◆ TASK OBJECTIVE: If a line in the entries includes "East", show that line.

### DATASET EXCERPTS

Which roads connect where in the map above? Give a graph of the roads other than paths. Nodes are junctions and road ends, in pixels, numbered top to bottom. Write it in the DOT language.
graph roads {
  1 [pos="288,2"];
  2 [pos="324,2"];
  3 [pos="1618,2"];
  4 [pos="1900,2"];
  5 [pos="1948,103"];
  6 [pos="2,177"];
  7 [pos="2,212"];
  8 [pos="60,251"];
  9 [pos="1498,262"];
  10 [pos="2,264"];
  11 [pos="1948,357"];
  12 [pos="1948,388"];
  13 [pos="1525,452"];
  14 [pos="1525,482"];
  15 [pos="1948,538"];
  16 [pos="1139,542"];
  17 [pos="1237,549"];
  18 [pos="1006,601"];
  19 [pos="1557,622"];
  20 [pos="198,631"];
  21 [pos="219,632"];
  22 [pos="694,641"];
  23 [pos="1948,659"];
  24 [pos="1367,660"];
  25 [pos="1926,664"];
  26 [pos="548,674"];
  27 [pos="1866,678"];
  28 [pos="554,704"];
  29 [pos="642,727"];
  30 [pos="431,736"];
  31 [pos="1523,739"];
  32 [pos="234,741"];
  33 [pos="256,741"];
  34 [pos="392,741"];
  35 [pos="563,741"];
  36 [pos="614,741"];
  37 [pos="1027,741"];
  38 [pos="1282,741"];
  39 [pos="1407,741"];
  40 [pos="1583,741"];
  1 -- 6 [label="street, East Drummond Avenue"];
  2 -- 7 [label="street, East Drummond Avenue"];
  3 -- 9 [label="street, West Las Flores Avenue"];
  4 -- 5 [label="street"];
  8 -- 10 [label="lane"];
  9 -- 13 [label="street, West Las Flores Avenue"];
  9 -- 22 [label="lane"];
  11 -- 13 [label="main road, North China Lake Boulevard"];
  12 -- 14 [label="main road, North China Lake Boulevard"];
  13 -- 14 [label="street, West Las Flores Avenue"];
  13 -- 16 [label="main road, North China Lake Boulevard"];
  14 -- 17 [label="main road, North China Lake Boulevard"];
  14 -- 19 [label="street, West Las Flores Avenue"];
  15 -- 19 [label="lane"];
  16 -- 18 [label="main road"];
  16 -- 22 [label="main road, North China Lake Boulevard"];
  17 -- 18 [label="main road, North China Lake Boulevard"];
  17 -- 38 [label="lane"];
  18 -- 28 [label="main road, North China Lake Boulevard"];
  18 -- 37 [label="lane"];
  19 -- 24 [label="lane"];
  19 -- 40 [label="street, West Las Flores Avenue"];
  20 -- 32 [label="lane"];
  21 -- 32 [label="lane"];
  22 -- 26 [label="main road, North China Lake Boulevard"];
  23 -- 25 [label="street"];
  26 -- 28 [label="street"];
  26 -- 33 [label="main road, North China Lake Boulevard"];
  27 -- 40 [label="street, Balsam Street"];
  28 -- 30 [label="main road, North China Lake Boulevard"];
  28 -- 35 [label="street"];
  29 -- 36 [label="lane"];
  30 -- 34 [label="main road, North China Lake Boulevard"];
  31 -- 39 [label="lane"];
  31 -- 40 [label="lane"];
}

######

◆ SOLUTION TO THIS TASK:
  1 -- 6 [label="street, East Drummond Avenue"];
  2 -- 7 [label="street, East Drummond Avenue"];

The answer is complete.